On the whole, the record does what the band set out to achieve in evoking the changing face of the North of England - you can hear in the music an inner-city grime running through the album, no where more so than on the title track with the huge backbreaking rumble of drums that sound like heavy machinery being forcibly dismantled (and a guitar line that could almost be early Fall); Shadows Of Salford sounds like a ghostly lullaby whistling past your ears as you stroll along the same night-time streets that One Of These Days and Sky Starts Falling both joyride through at whip crack speed. Someday Soon could be some dusty misplaced master tapes from the soundtrack of a Rita Tushingham or Tom Courtney slice-of-life movie, all acoustic guitars swooping and diving around waltz time percussion and a truly celestial flute loop.

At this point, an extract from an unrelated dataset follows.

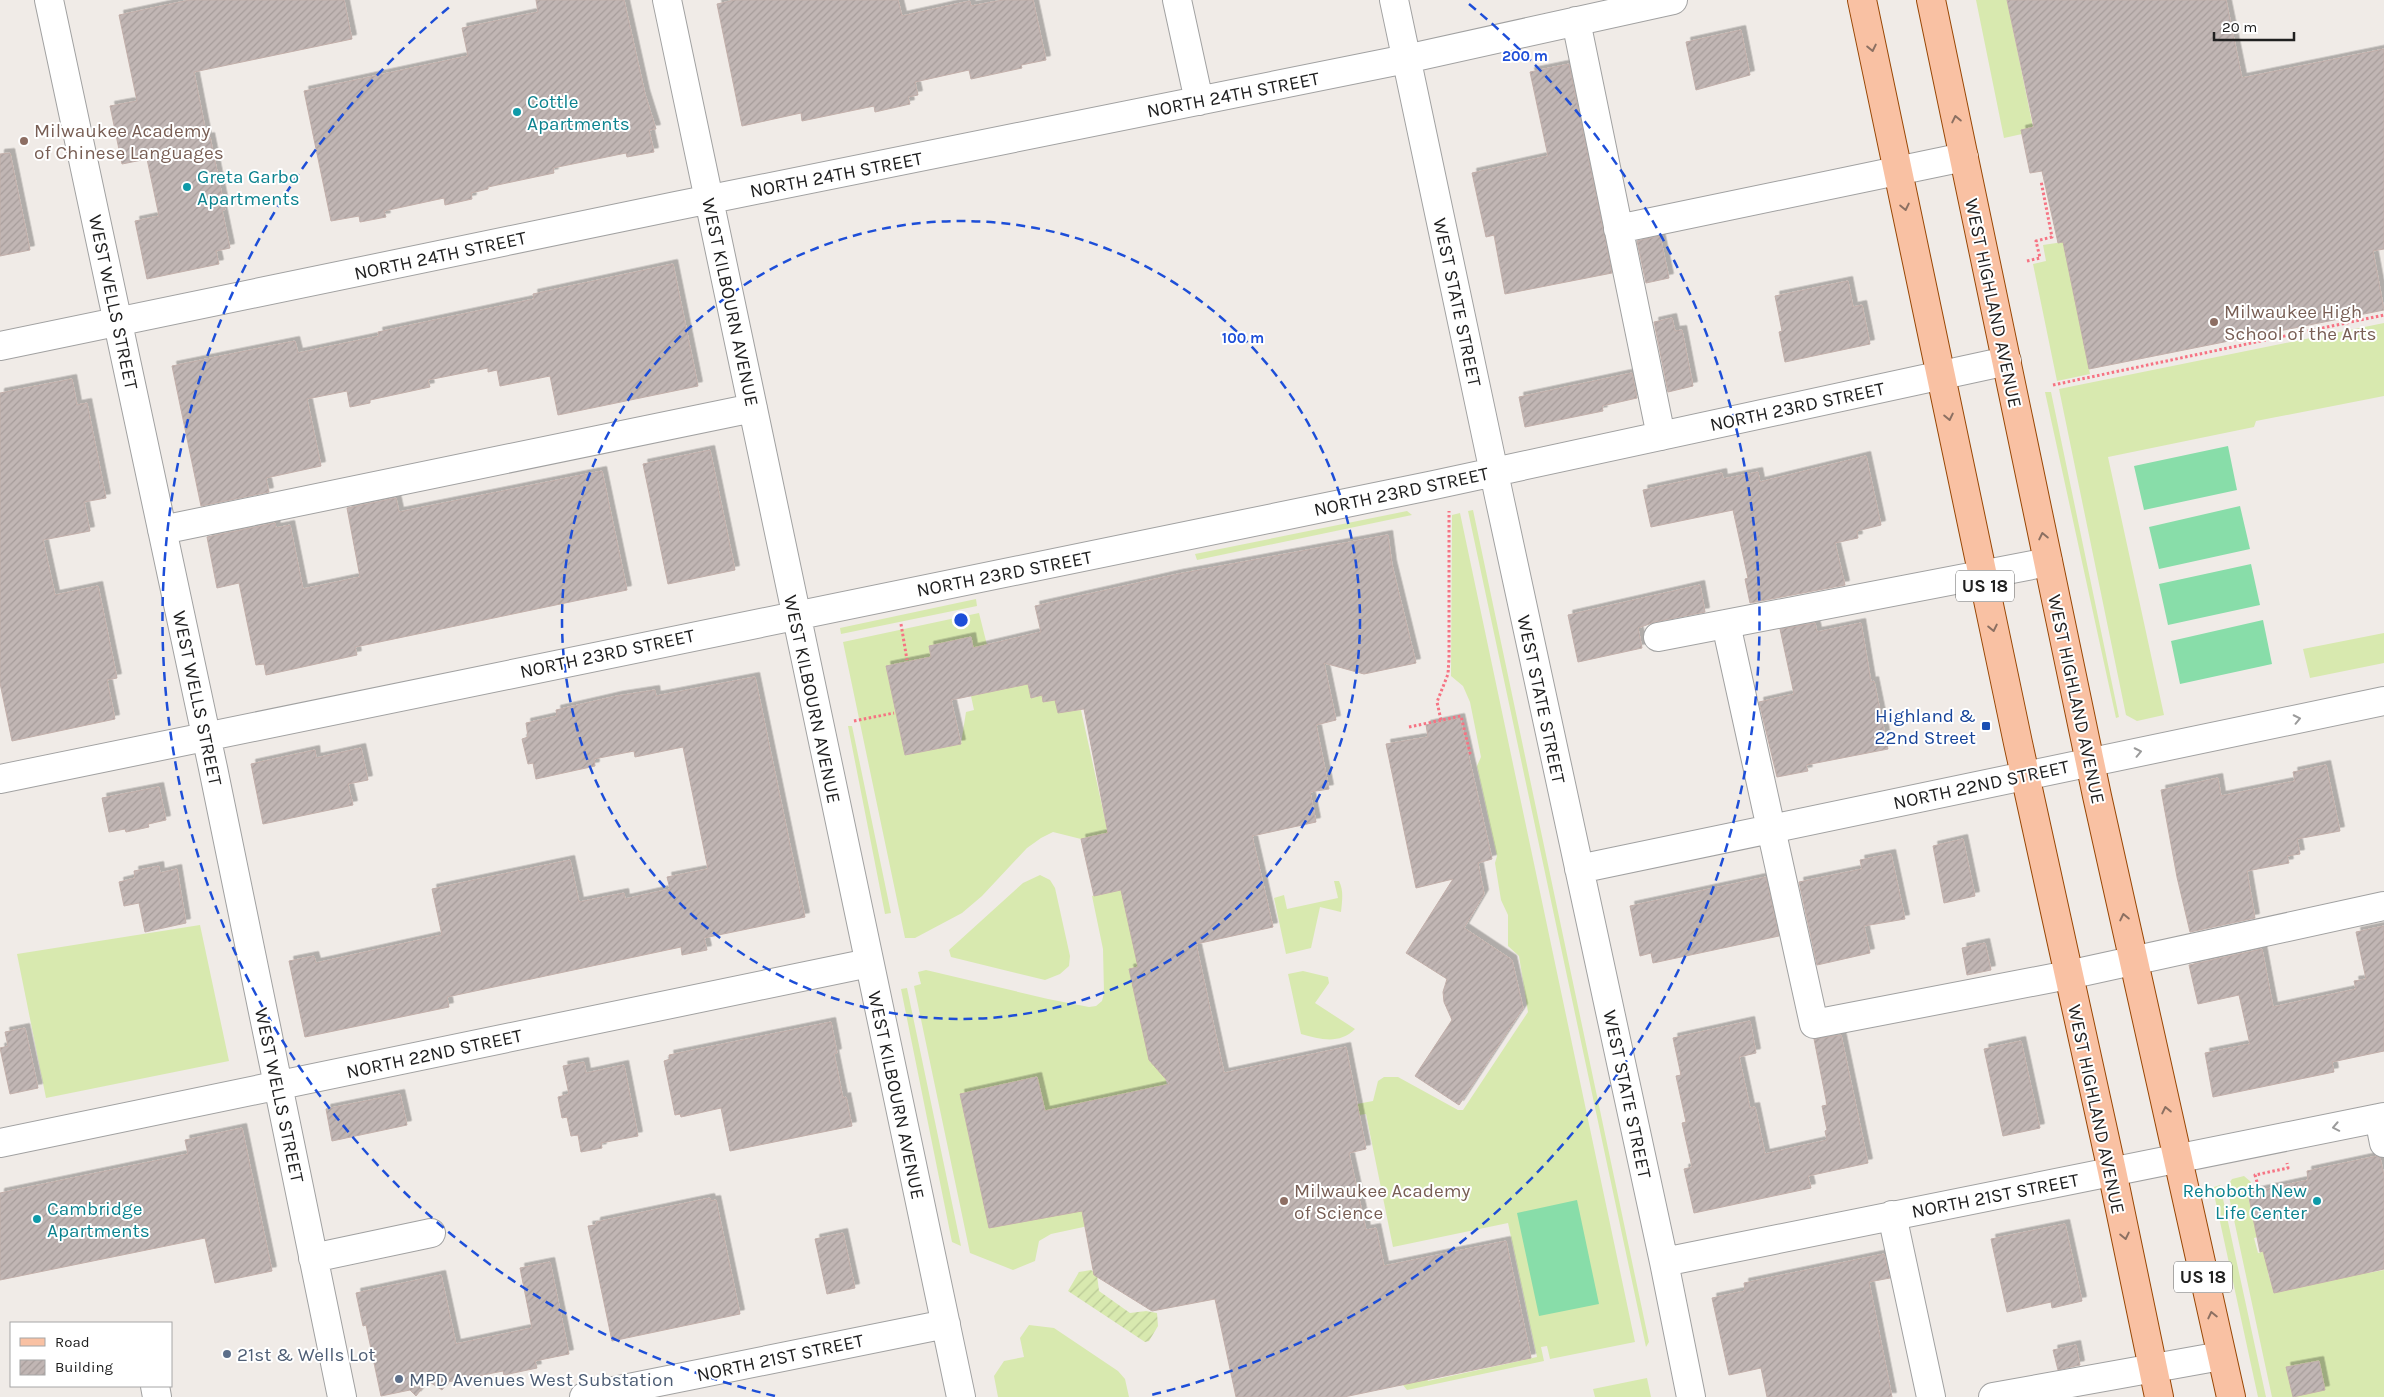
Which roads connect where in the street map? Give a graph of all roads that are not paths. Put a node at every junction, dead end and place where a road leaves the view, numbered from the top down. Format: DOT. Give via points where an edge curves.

Walk In Fire harks back to There Goes The Fear but instead of landing in South America it takes it up country on a road trip to Nashville. Final track Ambition evokes nothing less than the Velvet Underground playing live in Heaven, like watching the sunrise from a tenth story window in the middle of the city while the world starts to crawl about way below you.

The only real times the record steps out from the city are The Storm, a rolling, lolloping piano and orchestral piece that sounds something like “Hot Buttered Soul” recorded in freak weather conditions out on the Pennines (described by Jimi as sounding “like hotwiring a massive orchestra up to a transistor radio”) and the sweeping, monumental Snowden, a song written in the shadow of and obviously inspired by a very big, very beautiful mountain.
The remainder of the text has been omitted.